BEGIN Task material

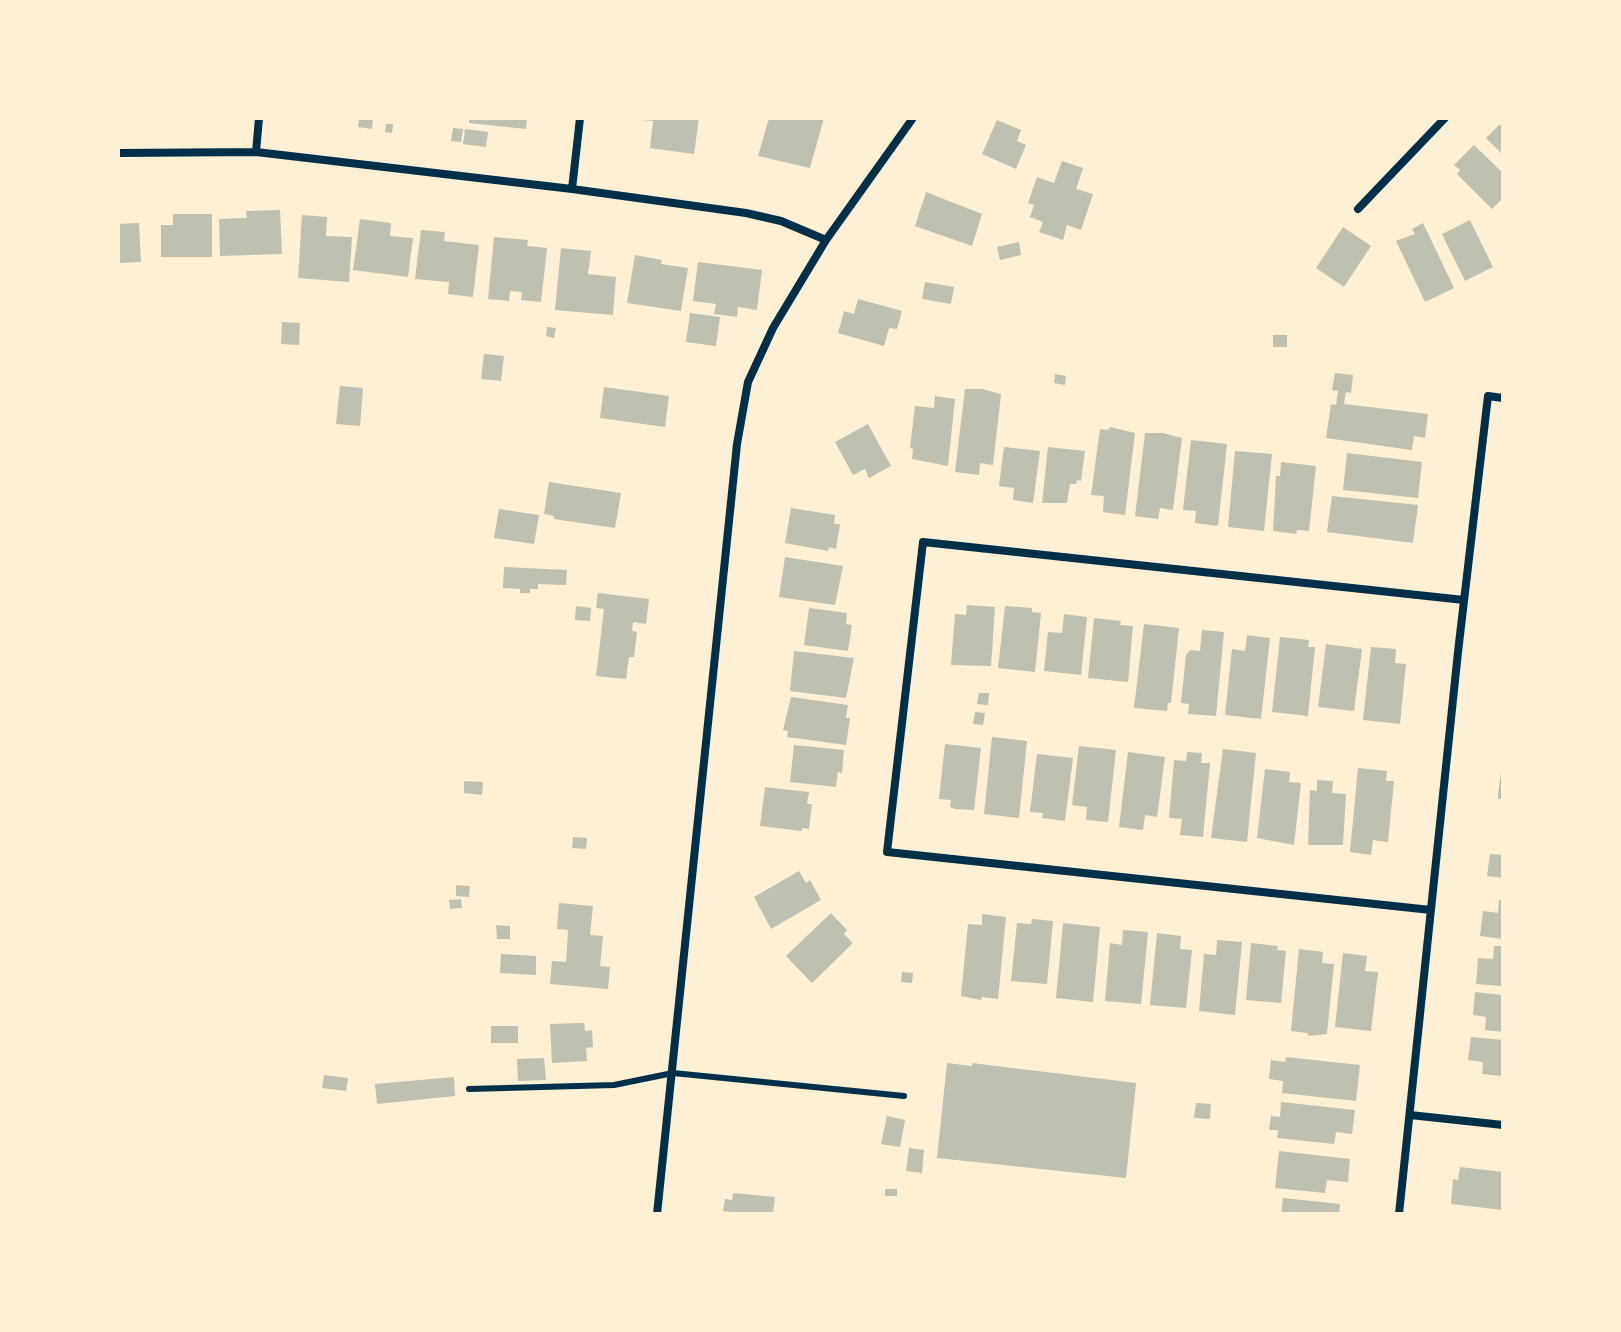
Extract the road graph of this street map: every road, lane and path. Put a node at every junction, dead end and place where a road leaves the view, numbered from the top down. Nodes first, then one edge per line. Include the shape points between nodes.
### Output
1 (259, 118) edge
2 (580, 118) edge
3 (913, 118) edge
4 (1445, 118) edge
5 (256, 152) junction
6 (118, 153) edge
7 (572, 189) junction
8 (1358, 209) dead end
9 (826, 240) junction
10 (1503, 398) edge
11 (1464, 600) junction
12 (1431, 910) junction
13 (673, 1073) junction
14 (469, 1089) dead end
15 (904, 1096) dead end
16 (1410, 1115) junction
17 (1503, 1125) edge
18 (657, 1214) edge
19 (1399, 1214) edge

1 - 5 street
2 - 7 street
3 - 9 street
4 - 8 street
5 - 6 street
5 - 7 street
7 - 9 street via 746,213
9 - 13 street via 773,328 742,408
10 - 11 street via 1488,396
11 - 12 street
11 - 12 street via 923,542 888,839 887,852
12 - 16 street
13 - 14 lane via 614,1085
13 - 15 lane
13 - 18 street
16 - 17 street
16 - 19 street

END Task material

== Task prompt ==
Line by line, retype the records above exactly, minus the images.

== Output ==
Extract the road graph of this street map: every road, lane and path. Put a node at every junction, dead end and place where a road leaves the view, numbered from the top down. Nodes first, then one edge per line. Include the shape points between nodes.
### Output
1 (259, 118) edge
2 (580, 118) edge
3 (913, 118) edge
4 (1445, 118) edge
5 (256, 152) junction
6 (118, 153) edge
7 (572, 189) junction
8 (1358, 209) dead end
9 (826, 240) junction
10 (1503, 398) edge
11 (1464, 600) junction
12 (1431, 910) junction
13 (673, 1073) junction
14 (469, 1089) dead end
15 (904, 1096) dead end
16 (1410, 1115) junction
17 (1503, 1125) edge
18 (657, 1214) edge
19 (1399, 1214) edge

1 - 5 street
2 - 7 street
3 - 9 street
4 - 8 street
5 - 6 street
5 - 7 street
7 - 9 street via 746,213
9 - 13 street via 773,328 742,408
10 - 11 street via 1488,396
11 - 12 street
11 - 12 street via 923,542 888,839 887,852
12 - 16 street
13 - 14 lane via 614,1085
13 - 15 lane
13 - 18 street
16 - 17 street
16 - 19 street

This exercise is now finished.